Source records

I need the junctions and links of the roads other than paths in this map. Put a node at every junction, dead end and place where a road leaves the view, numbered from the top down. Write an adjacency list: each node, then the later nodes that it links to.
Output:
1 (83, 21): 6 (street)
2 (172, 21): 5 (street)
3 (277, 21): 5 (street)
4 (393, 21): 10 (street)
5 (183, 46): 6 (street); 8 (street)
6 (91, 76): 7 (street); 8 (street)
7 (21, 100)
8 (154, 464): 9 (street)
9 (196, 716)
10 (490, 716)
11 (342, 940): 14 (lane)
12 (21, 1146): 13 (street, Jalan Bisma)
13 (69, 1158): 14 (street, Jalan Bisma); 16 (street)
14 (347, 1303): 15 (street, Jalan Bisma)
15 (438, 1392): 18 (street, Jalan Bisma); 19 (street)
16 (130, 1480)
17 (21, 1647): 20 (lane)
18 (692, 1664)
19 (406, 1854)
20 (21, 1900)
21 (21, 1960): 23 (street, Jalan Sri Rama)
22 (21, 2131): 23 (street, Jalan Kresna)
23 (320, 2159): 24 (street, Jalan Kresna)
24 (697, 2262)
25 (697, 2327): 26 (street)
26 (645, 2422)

### ASSIGNMENT
Would you please reproduce the entries above word for word?

### ANSWER TO THIS EXERCISE
I need the junctions and links of the roads other than paths in this map. Put a node at every junction, dead end and place where a road leaves the view, numbered from the top down. Write an adjacency list: each node, then the later nodes that it links to.
Output:
1 (83, 21): 6 (street)
2 (172, 21): 5 (street)
3 (277, 21): 5 (street)
4 (393, 21): 10 (street)
5 (183, 46): 6 (street); 8 (street)
6 (91, 76): 7 (street); 8 (street)
7 (21, 100)
8 (154, 464): 9 (street)
9 (196, 716)
10 (490, 716)
11 (342, 940): 14 (lane)
12 (21, 1146): 13 (street, Jalan Bisma)
13 (69, 1158): 14 (street, Jalan Bisma); 16 (street)
14 (347, 1303): 15 (street, Jalan Bisma)
15 (438, 1392): 18 (street, Jalan Bisma); 19 (street)
16 (130, 1480)
17 (21, 1647): 20 (lane)
18 (692, 1664)
19 (406, 1854)
20 (21, 1900)
21 (21, 1960): 23 (street, Jalan Sri Rama)
22 (21, 2131): 23 (street, Jalan Kresna)
23 (320, 2159): 24 (street, Jalan Kresna)
24 (697, 2262)
25 (697, 2327): 26 (street)
26 (645, 2422)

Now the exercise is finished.